*** Opening Record set ***

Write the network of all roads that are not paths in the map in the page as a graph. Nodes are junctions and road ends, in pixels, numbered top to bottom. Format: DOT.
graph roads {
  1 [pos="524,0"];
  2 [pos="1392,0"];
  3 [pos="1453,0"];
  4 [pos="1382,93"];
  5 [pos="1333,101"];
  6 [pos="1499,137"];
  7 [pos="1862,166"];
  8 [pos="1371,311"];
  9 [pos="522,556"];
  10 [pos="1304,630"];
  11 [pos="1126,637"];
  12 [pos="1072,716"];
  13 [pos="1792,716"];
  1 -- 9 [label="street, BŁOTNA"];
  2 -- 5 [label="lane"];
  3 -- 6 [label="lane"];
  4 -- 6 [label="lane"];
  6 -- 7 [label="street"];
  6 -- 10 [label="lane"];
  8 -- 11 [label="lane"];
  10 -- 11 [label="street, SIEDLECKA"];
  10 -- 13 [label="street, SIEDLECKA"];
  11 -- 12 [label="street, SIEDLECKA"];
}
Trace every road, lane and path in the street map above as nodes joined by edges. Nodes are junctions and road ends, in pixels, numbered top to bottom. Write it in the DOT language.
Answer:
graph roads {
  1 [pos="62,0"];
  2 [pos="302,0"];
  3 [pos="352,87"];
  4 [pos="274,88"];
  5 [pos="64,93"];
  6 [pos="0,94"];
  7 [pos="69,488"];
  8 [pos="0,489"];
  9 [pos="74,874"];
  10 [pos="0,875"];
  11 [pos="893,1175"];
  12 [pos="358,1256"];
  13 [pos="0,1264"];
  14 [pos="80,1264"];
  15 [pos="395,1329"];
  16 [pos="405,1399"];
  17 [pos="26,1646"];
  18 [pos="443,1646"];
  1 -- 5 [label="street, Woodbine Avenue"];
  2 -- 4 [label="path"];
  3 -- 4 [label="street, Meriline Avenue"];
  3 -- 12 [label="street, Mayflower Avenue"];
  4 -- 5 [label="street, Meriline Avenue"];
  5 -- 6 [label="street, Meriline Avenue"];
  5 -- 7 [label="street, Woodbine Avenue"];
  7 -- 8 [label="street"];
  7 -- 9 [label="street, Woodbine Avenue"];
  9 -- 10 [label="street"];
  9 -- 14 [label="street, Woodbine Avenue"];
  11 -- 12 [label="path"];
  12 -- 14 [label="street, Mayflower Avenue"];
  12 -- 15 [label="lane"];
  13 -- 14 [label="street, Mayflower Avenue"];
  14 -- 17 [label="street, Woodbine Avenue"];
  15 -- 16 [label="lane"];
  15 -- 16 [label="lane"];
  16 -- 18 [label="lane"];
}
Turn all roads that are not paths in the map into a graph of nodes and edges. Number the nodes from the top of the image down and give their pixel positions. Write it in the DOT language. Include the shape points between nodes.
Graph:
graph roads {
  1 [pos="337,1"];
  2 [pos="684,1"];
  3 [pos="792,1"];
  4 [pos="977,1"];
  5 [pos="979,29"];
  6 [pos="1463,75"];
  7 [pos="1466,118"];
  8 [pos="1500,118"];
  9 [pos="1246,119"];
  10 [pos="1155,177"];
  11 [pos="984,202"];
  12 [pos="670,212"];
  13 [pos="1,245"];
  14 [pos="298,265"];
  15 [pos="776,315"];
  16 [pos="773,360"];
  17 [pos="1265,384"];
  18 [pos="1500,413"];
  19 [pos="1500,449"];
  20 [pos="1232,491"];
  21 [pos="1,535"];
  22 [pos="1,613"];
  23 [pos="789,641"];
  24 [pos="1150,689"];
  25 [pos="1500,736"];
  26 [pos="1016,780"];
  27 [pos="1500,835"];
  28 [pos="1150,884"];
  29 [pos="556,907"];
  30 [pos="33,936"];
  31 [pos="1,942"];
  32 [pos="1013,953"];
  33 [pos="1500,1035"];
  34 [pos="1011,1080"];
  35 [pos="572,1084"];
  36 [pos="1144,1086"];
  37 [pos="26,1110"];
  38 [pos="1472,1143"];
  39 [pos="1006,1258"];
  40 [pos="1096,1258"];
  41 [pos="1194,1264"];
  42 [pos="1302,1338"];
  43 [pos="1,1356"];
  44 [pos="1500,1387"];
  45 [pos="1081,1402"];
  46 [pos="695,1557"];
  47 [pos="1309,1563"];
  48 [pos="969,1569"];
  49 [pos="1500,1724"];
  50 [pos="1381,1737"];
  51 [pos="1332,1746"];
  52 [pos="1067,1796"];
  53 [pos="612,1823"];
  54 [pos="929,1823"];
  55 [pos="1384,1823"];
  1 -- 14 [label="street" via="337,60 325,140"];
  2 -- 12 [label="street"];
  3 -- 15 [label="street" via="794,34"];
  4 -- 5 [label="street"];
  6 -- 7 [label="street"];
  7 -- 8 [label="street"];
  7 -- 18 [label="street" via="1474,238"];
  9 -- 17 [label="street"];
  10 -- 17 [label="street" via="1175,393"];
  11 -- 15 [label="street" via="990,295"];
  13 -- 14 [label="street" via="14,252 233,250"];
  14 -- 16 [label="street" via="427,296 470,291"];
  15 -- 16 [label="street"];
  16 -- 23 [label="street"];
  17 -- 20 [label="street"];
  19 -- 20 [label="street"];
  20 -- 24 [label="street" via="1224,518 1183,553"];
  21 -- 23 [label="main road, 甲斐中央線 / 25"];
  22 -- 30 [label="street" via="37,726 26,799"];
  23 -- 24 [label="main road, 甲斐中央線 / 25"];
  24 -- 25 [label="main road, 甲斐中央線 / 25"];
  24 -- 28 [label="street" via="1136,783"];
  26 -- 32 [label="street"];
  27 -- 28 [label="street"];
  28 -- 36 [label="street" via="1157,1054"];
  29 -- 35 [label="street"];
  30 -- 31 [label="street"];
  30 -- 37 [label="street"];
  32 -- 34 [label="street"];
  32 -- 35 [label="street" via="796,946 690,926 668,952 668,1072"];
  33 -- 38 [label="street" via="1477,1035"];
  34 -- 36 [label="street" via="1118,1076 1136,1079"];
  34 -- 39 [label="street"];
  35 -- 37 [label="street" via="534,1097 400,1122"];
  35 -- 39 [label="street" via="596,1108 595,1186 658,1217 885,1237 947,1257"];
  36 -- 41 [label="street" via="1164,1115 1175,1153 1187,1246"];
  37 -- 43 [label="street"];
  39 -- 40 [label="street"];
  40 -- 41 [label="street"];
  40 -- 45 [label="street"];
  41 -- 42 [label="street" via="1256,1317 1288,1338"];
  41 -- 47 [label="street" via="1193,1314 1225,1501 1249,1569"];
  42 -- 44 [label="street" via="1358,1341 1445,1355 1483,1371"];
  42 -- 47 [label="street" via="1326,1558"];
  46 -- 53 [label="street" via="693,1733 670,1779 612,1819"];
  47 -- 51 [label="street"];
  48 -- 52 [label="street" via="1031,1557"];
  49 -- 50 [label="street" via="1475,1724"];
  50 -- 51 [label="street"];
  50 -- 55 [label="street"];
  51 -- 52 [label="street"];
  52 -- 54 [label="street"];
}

*** Closing Record set ***

Instructions to follow:
Output the data above without altering a line.

Answer section:
Write the network of all roads that are not paths in the map in the page as a graph. Nodes are junctions and road ends, in pixels, numbered top to bottom. Format: DOT.
graph roads {
  1 [pos="524,0"];
  2 [pos="1392,0"];
  3 [pos="1453,0"];
  4 [pos="1382,93"];
  5 [pos="1333,101"];
  6 [pos="1499,137"];
  7 [pos="1862,166"];
  8 [pos="1371,311"];
  9 [pos="522,556"];
  10 [pos="1304,630"];
  11 [pos="1126,637"];
  12 [pos="1072,716"];
  13 [pos="1792,716"];
  1 -- 9 [label="street, BŁOTNA"];
  2 -- 5 [label="lane"];
  3 -- 6 [label="lane"];
  4 -- 6 [label="lane"];
  6 -- 7 [label="street"];
  6 -- 10 [label="lane"];
  8 -- 11 [label="lane"];
  10 -- 11 [label="street, SIEDLECKA"];
  10 -- 13 [label="street, SIEDLECKA"];
  11 -- 12 [label="street, SIEDLECKA"];
}
Trace every road, lane and path in the street map above as nodes joined by edges. Nodes are junctions and road ends, in pixels, numbered top to bottom. Write it in the DOT language.
Answer:
graph roads {
  1 [pos="62,0"];
  2 [pos="302,0"];
  3 [pos="352,87"];
  4 [pos="274,88"];
  5 [pos="64,93"];
  6 [pos="0,94"];
  7 [pos="69,488"];
  8 [pos="0,489"];
  9 [pos="74,874"];
  10 [pos="0,875"];
  11 [pos="893,1175"];
  12 [pos="358,1256"];
  13 [pos="0,1264"];
  14 [pos="80,1264"];
  15 [pos="395,1329"];
  16 [pos="405,1399"];
  17 [pos="26,1646"];
  18 [pos="443,1646"];
  1 -- 5 [label="street, Woodbine Avenue"];
  2 -- 4 [label="path"];
  3 -- 4 [label="street, Meriline Avenue"];
  3 -- 12 [label="street, Mayflower Avenue"];
  4 -- 5 [label="street, Meriline Avenue"];
  5 -- 6 [label="street, Meriline Avenue"];
  5 -- 7 [label="street, Woodbine Avenue"];
  7 -- 8 [label="street"];
  7 -- 9 [label="street, Woodbine Avenue"];
  9 -- 10 [label="street"];
  9 -- 14 [label="street, Woodbine Avenue"];
  11 -- 12 [label="path"];
  12 -- 14 [label="street, Mayflower Avenue"];
  12 -- 15 [label="lane"];
  13 -- 14 [label="street, Mayflower Avenue"];
  14 -- 17 [label="street, Woodbine Avenue"];
  15 -- 16 [label="lane"];
  15 -- 16 [label="lane"];
  16 -- 18 [label="lane"];
}
Turn all roads that are not paths in the map into a graph of nodes and edges. Number the nodes from the top of the image down and give their pixel positions. Write it in the DOT language. Include the shape points between nodes.
Graph:
graph roads {
  1 [pos="337,1"];
  2 [pos="684,1"];
  3 [pos="792,1"];
  4 [pos="977,1"];
  5 [pos="979,29"];
  6 [pos="1463,75"];
  7 [pos="1466,118"];
  8 [pos="1500,118"];
  9 [pos="1246,119"];
  10 [pos="1155,177"];
  11 [pos="984,202"];
  12 [pos="670,212"];
  13 [pos="1,245"];
  14 [pos="298,265"];
  15 [pos="776,315"];
  16 [pos="773,360"];
  17 [pos="1265,384"];
  18 [pos="1500,413"];
  19 [pos="1500,449"];
  20 [pos="1232,491"];
  21 [pos="1,535"];
  22 [pos="1,613"];
  23 [pos="789,641"];
  24 [pos="1150,689"];
  25 [pos="1500,736"];
  26 [pos="1016,780"];
  27 [pos="1500,835"];
  28 [pos="1150,884"];
  29 [pos="556,907"];
  30 [pos="33,936"];
  31 [pos="1,942"];
  32 [pos="1013,953"];
  33 [pos="1500,1035"];
  34 [pos="1011,1080"];
  35 [pos="572,1084"];
  36 [pos="1144,1086"];
  37 [pos="26,1110"];
  38 [pos="1472,1143"];
  39 [pos="1006,1258"];
  40 [pos="1096,1258"];
  41 [pos="1194,1264"];
  42 [pos="1302,1338"];
  43 [pos="1,1356"];
  44 [pos="1500,1387"];
  45 [pos="1081,1402"];
  46 [pos="695,1557"];
  47 [pos="1309,1563"];
  48 [pos="969,1569"];
  49 [pos="1500,1724"];
  50 [pos="1381,1737"];
  51 [pos="1332,1746"];
  52 [pos="1067,1796"];
  53 [pos="612,1823"];
  54 [pos="929,1823"];
  55 [pos="1384,1823"];
  1 -- 14 [label="street" via="337,60 325,140"];
  2 -- 12 [label="street"];
  3 -- 15 [label="street" via="794,34"];
  4 -- 5 [label="street"];
  6 -- 7 [label="street"];
  7 -- 8 [label="street"];
  7 -- 18 [label="street" via="1474,238"];
  9 -- 17 [label="street"];
  10 -- 17 [label="street" via="1175,393"];
  11 -- 15 [label="street" via="990,295"];
  13 -- 14 [label="street" via="14,252 233,250"];
  14 -- 16 [label="street" via="427,296 470,291"];
  15 -- 16 [label="street"];
  16 -- 23 [label="street"];
  17 -- 20 [label="street"];
  19 -- 20 [label="street"];
  20 -- 24 [label="street" via="1224,518 1183,553"];
  21 -- 23 [label="main road, 甲斐中央線 / 25"];
  22 -- 30 [label="street" via="37,726 26,799"];
  23 -- 24 [label="main road, 甲斐中央線 / 25"];
  24 -- 25 [label="main road, 甲斐中央線 / 25"];
  24 -- 28 [label="street" via="1136,783"];
  26 -- 32 [label="street"];
  27 -- 28 [label="street"];
  28 -- 36 [label="street" via="1157,1054"];
  29 -- 35 [label="street"];
  30 -- 31 [label="street"];
  30 -- 37 [label="street"];
  32 -- 34 [label="street"];
  32 -- 35 [label="street" via="796,946 690,926 668,952 668,1072"];
  33 -- 38 [label="street" via="1477,1035"];
  34 -- 36 [label="street" via="1118,1076 1136,1079"];
  34 -- 39 [label="street"];
  35 -- 37 [label="street" via="534,1097 400,1122"];
  35 -- 39 [label="street" via="596,1108 595,1186 658,1217 885,1237 947,1257"];
  36 -- 41 [label="street" via="1164,1115 1175,1153 1187,1246"];
  37 -- 43 [label="street"];
  39 -- 40 [label="street"];
  40 -- 41 [label="street"];
  40 -- 45 [label="street"];
  41 -- 42 [label="street" via="1256,1317 1288,1338"];
  41 -- 47 [label="street" via="1193,1314 1225,1501 1249,1569"];
  42 -- 44 [label="street" via="1358,1341 1445,1355 1483,1371"];
  42 -- 47 [label="street" via="1326,1558"];
  46 -- 53 [label="street" via="693,1733 670,1779 612,1819"];
  47 -- 51 [label="street"];
  48 -- 52 [label="street" via="1031,1557"];
  49 -- 50 [label="street" via="1475,1724"];
  50 -- 51 [label="street"];
  50 -- 55 [label="street"];
  51 -- 52 [label="street"];
  52 -- 54 [label="street"];
}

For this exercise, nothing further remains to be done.